### WHAT NEEDS TO BE DONE
Each line below that carries the string "古鎌倉道" must appear in the answer.

### DATA EXCERPTS
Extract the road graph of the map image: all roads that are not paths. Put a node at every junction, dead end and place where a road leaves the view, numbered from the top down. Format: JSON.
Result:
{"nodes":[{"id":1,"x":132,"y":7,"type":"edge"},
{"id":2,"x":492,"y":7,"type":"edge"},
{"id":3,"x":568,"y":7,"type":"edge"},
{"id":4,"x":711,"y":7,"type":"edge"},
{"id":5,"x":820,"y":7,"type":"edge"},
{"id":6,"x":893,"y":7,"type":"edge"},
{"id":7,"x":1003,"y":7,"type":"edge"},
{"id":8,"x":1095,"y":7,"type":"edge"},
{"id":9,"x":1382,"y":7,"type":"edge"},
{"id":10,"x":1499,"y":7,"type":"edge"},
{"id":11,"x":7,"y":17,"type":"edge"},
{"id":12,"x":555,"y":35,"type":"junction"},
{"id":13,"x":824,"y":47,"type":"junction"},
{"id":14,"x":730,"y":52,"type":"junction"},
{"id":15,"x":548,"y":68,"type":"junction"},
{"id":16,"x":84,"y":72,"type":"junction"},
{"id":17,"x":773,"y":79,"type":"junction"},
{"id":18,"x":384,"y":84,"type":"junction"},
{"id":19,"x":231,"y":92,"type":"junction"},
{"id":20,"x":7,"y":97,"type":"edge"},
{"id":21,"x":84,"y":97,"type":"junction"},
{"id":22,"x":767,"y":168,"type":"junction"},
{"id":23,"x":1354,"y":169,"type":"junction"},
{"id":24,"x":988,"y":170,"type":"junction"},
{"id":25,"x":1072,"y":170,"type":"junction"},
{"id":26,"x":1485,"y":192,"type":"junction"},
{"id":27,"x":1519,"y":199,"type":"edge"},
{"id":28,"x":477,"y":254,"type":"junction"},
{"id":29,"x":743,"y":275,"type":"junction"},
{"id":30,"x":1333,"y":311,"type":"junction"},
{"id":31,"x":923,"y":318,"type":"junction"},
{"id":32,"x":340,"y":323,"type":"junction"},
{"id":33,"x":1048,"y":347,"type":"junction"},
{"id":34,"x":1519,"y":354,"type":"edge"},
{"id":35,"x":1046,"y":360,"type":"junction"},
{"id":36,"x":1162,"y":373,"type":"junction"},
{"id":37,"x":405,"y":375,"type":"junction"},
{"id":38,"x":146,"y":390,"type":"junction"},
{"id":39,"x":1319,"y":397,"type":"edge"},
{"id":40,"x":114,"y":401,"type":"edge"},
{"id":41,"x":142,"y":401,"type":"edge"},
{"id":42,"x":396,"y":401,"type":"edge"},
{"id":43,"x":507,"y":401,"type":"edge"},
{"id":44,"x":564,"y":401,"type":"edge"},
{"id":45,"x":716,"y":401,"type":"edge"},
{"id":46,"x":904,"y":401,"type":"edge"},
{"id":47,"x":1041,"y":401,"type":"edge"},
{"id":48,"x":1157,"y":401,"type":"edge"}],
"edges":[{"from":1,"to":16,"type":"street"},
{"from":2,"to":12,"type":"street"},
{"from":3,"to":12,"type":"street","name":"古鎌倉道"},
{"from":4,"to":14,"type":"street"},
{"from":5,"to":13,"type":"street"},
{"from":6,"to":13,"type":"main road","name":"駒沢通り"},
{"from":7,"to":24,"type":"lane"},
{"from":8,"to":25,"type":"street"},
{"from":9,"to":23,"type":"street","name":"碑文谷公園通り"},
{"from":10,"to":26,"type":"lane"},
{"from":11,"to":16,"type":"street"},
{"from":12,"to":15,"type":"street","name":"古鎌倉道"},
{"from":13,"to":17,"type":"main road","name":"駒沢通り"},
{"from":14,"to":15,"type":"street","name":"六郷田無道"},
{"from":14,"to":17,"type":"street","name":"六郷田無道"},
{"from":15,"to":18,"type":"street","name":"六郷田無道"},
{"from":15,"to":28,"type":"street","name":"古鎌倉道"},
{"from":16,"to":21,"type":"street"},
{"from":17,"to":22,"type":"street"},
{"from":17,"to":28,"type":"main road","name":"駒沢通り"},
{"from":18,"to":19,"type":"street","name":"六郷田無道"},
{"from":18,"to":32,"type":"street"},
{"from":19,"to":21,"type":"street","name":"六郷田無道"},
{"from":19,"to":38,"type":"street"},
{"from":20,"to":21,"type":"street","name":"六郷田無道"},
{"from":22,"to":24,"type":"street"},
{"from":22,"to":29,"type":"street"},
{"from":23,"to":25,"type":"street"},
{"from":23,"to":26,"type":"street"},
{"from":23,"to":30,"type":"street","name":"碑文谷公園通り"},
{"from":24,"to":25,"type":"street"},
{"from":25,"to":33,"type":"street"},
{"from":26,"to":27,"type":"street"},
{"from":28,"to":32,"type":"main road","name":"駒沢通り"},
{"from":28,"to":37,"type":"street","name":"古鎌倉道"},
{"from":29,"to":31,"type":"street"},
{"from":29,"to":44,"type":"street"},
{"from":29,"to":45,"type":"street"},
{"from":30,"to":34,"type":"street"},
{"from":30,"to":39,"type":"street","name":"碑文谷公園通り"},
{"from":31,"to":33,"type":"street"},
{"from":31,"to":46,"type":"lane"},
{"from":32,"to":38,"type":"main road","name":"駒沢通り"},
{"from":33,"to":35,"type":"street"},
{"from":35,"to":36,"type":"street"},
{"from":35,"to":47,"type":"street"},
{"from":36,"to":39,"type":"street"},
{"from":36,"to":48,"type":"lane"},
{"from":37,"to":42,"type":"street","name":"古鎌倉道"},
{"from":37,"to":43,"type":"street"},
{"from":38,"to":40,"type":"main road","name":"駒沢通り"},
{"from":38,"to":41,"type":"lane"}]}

### ANSWER TO THIS TASK
{"from":3,"to":12,"type":"street","name":"古鎌倉道"},
{"from":12,"to":15,"type":"street","name":"古鎌倉道"},
{"from":15,"to":28,"type":"street","name":"古鎌倉道"},
{"from":28,"to":37,"type":"street","name":"古鎌倉道"},
{"from":37,"to":42,"type":"street","name":"古鎌倉道"},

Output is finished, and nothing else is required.